In order to experience goal setting, I want you to think about a goal that you could set yourself, something you want to achieve in your life. Look at all the areas: Health, Relationships, Family, Money, etc. Lets take Weight Management for example:
So why do we use the SMART GOAL?
The CONSCIOUS MIND
The UNCONSCIOUS MIND
We need to program the unconscious mind in a positive way!
Goal setting - defines a destination
The Journey - defines the route
Being outcome focused is moving from a Present State (where you are now Stuck) to aDesired State (Outcome goal WHERE YOU WANT TO BE) and along the way there is a process called the Journey which will guide you and give you feedback.
Is your Goal:-
S - specific
M - measurable
A - as if it is NOW
R - realistic
T - towards & time specific
SPECIFIC - Goals need to be clearly defined and focused on specific behaviours - not vague
Q. Which of these goals are Specific goals and which are NOT?
A. Walking to work, using the stairs, reducing the number of chocolate bars to 2 per week
B. Doing more exercise, being more healthy, eating less
Answer = A
Why? B is not measurable.
MEASURABLE - You must be able to judge whether you have achieved your goal or not
Q. Which are measurable goals and which are NOT?
A. Going for a walk, eating fewer crisps and chocolates per week
B. Walking for 30mins twice a week, eating only 2 chocolate bars instead of 7 per week
Answer = B
Why?
B can be easily monitored whilst A is wholly.
ACHIEVABLE - Are the goals realistic i.e. possible to achieve? Be careful of being over-enthusiastic - not achieving goals can seriously harm motivation and self-esteem.
Q. Which are Achievable goals and which are NOT?
A. Eating 2 chocolate bars rather than 7 per week; walking for 30 mins twice per week
B. Never eating crisps again; going to the gym 5 times per week.
Answer = A
Why?
Habits need to be reinforced over time. If they are realistic and achievable you will achieve them.
Failing to reach your goals that are set too high, will tend to lead to feelings of failure if not achieved.
RELEVANT - Is the goal relevant to what you want to achieve
Q. Which are relevant goals and which are NOT?
A. Choosing not to eat chocolate bars but you only eat them about twice a month normally
B. Choosing to walk twice per week, as you already walk once per week
Answer = B
Why?
Choosing to increase the levels of something you already do and enjoy will mean your goal is more likely to fit into your current lifestyle = more achievable.
Can be more helpful to increase something you already do than adopt a new behaviour.

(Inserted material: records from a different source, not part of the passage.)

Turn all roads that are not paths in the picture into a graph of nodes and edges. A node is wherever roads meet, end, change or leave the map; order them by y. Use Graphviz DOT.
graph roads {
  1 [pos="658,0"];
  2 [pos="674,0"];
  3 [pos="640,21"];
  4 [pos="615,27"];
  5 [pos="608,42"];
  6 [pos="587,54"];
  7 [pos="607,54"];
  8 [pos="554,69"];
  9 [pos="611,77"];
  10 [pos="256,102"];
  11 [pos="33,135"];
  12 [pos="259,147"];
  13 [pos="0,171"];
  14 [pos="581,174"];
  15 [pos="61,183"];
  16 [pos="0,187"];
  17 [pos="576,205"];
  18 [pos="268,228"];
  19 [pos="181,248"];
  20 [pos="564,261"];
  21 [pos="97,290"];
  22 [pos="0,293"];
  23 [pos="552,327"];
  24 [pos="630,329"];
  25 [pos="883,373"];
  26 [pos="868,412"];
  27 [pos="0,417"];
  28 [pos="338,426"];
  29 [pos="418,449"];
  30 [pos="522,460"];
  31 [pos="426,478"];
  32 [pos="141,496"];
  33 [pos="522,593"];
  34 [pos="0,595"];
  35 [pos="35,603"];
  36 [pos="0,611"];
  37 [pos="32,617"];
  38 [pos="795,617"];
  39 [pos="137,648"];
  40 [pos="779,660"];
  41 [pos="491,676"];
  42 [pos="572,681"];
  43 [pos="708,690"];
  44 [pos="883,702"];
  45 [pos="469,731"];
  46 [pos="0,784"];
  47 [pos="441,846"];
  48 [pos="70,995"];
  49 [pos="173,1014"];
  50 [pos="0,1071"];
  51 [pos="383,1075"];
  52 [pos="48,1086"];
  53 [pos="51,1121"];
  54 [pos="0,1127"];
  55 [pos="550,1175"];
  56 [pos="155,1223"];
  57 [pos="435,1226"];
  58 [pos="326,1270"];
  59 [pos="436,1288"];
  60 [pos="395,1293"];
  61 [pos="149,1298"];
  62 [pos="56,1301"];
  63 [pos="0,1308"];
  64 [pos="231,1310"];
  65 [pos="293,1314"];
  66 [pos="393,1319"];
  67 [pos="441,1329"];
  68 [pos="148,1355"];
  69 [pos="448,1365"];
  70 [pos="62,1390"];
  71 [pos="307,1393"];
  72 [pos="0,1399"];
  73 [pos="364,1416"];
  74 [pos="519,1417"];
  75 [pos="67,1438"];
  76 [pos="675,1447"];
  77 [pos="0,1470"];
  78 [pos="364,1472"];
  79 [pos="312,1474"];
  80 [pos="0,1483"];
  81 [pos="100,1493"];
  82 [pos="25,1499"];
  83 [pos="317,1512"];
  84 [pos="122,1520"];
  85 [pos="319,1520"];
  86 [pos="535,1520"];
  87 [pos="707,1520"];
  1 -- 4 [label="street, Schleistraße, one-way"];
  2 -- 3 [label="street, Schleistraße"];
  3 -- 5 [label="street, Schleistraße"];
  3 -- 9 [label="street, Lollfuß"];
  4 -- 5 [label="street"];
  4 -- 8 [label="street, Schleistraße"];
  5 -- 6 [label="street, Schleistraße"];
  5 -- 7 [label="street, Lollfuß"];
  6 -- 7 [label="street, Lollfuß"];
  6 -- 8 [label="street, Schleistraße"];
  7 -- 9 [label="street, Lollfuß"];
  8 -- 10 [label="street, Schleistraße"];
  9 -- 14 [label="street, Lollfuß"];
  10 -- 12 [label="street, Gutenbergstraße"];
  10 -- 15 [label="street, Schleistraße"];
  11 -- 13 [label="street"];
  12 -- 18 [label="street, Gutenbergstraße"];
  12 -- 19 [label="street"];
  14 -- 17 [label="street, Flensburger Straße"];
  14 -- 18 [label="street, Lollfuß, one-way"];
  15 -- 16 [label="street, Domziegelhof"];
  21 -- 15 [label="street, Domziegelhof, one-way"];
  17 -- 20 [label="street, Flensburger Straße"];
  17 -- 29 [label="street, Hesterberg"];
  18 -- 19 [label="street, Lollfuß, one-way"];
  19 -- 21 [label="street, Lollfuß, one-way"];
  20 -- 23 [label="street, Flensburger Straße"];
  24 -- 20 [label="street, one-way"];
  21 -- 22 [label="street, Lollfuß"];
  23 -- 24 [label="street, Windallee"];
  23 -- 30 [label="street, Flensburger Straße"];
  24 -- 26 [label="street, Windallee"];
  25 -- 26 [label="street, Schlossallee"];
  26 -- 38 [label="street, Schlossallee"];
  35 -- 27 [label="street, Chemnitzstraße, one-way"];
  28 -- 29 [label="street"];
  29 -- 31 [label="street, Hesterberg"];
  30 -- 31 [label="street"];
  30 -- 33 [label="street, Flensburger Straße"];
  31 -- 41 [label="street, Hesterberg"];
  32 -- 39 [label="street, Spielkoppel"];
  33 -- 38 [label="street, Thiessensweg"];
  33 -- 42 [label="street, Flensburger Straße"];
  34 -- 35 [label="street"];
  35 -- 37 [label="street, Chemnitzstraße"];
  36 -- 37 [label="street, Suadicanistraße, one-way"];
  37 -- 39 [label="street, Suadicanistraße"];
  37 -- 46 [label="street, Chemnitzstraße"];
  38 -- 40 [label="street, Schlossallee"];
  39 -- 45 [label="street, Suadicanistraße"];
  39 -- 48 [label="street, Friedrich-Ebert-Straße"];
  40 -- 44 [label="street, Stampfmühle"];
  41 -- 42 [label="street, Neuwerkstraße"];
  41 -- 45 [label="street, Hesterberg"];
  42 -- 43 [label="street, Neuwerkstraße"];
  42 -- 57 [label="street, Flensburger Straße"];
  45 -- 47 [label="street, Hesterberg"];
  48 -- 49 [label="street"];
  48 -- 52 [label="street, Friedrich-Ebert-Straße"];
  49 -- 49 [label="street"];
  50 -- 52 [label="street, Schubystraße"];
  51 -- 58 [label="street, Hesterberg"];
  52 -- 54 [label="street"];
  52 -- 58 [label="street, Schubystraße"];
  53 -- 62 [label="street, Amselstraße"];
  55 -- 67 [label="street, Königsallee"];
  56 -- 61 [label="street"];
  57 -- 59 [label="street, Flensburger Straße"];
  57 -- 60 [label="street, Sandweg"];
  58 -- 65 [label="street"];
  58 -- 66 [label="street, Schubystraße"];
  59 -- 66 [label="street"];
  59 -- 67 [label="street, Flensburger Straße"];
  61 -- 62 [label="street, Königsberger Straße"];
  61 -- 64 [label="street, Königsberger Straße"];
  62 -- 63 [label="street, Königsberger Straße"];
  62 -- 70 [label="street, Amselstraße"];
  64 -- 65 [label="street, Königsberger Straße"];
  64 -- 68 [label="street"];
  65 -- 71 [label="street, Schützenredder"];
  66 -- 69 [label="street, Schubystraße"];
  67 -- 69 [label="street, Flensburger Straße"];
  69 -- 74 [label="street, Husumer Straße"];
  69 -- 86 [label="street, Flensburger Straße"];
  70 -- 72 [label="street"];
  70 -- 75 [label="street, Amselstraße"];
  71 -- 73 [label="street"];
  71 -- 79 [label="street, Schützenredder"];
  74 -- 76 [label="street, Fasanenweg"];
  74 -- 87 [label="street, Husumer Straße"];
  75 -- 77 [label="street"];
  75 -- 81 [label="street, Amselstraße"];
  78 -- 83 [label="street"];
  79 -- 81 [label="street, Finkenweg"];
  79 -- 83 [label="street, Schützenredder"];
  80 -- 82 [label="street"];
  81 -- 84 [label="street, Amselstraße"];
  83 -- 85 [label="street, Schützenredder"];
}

Goal must make a difference to what you are trying to achieve - e.g. if you don't eat choc often, then cutting out will not reduce weight. If eat lots of fruit and veg then setting 5 per day target not going to improve health.
TIME-LIMITED - Everyone needs deadlines. Make sure you give yourself a time limit to achieve your goal.
Q. Which are time-related goals and which are NOT?
A. Increasing my cycling to twice a week
B. Going swimming more often
Answer = A
Why?
Setting goals on a weekly time frame is an easier concept than the thought of practicing a new behaviour over a longer period.
HARD WORK DESERVES A REWARD
Why use rewards?
Gives you a reason to change your behaviour - more likely to stick to goal if you reward yourself at the end.
How do rewards work?
If you are working towards achieving a Goal and you know at the end of it you will feel healthier, look slimmer and be able to wear that little 'Black dress", you are more likely to work harder to achieve your goals.
REMEMBER food is not a reward, there are lots of other ways of rewarding yourself!